[[ Provided information, beginning ]]

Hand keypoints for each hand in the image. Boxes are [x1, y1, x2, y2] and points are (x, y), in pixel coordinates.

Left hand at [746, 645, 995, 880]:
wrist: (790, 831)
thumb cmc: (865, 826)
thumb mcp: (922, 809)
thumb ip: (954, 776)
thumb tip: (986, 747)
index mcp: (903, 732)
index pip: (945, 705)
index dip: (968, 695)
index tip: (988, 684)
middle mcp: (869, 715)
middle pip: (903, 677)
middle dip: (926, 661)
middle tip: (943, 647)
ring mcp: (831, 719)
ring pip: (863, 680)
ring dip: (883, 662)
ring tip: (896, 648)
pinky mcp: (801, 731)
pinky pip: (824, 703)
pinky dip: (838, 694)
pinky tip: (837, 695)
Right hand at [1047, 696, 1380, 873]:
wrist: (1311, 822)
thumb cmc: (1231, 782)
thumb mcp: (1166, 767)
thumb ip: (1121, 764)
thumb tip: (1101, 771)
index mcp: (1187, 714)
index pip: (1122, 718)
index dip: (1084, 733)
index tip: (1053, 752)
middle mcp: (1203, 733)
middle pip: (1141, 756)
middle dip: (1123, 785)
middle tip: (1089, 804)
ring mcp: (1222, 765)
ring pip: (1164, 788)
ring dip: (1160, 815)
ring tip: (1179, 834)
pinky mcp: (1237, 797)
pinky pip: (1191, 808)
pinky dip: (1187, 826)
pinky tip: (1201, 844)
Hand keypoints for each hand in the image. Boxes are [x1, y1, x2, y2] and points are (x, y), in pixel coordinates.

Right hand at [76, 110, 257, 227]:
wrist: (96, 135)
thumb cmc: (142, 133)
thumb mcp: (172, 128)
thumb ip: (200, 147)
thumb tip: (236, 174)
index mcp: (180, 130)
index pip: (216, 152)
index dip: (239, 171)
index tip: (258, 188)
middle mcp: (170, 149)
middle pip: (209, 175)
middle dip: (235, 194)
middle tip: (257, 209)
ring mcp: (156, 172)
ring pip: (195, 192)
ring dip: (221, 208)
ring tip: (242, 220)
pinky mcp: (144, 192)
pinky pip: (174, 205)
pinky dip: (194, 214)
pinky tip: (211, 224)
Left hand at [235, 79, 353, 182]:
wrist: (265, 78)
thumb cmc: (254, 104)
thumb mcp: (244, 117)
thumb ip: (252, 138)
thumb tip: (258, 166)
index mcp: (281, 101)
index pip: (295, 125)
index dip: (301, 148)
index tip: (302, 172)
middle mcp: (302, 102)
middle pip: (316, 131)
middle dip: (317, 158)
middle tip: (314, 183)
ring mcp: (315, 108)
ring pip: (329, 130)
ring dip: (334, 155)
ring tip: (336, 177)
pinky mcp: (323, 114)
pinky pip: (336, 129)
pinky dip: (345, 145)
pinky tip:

[[ Provided information, end ]]

__Description of the task__
Reproduce exactly the lines above from the line with "middle dip: (926, 661)" to the line with "pinky tip: (1201, 844)", including both, and add nothing.

__Result of the task__
middle dip: (926, 661)
middle tip: (943, 647)
ring mcp: (831, 719)
ring pip: (863, 680)
ring dip: (883, 662)
ring tip: (896, 648)
pinky mcp: (801, 731)
pinky pip: (824, 703)
pinky dip: (838, 694)
pinky tip: (837, 695)
Right hand at [1047, 696, 1380, 873]:
wrist: (1311, 822)
thumb cmc: (1231, 782)
thumb mcp: (1166, 767)
thumb ip: (1121, 764)
thumb tip: (1101, 771)
index mcp: (1187, 714)
index pip: (1122, 718)
index dip: (1084, 733)
index tip: (1053, 752)
middle mcp: (1203, 733)
middle pip: (1141, 756)
middle dip: (1123, 785)
middle tip: (1089, 804)
ring mcp: (1222, 765)
ring pip: (1164, 788)
ring dip: (1160, 815)
ring tip: (1179, 834)
pinky mcp: (1237, 797)
pinky pip: (1191, 808)
pinky dip: (1187, 826)
pinky tip: (1201, 844)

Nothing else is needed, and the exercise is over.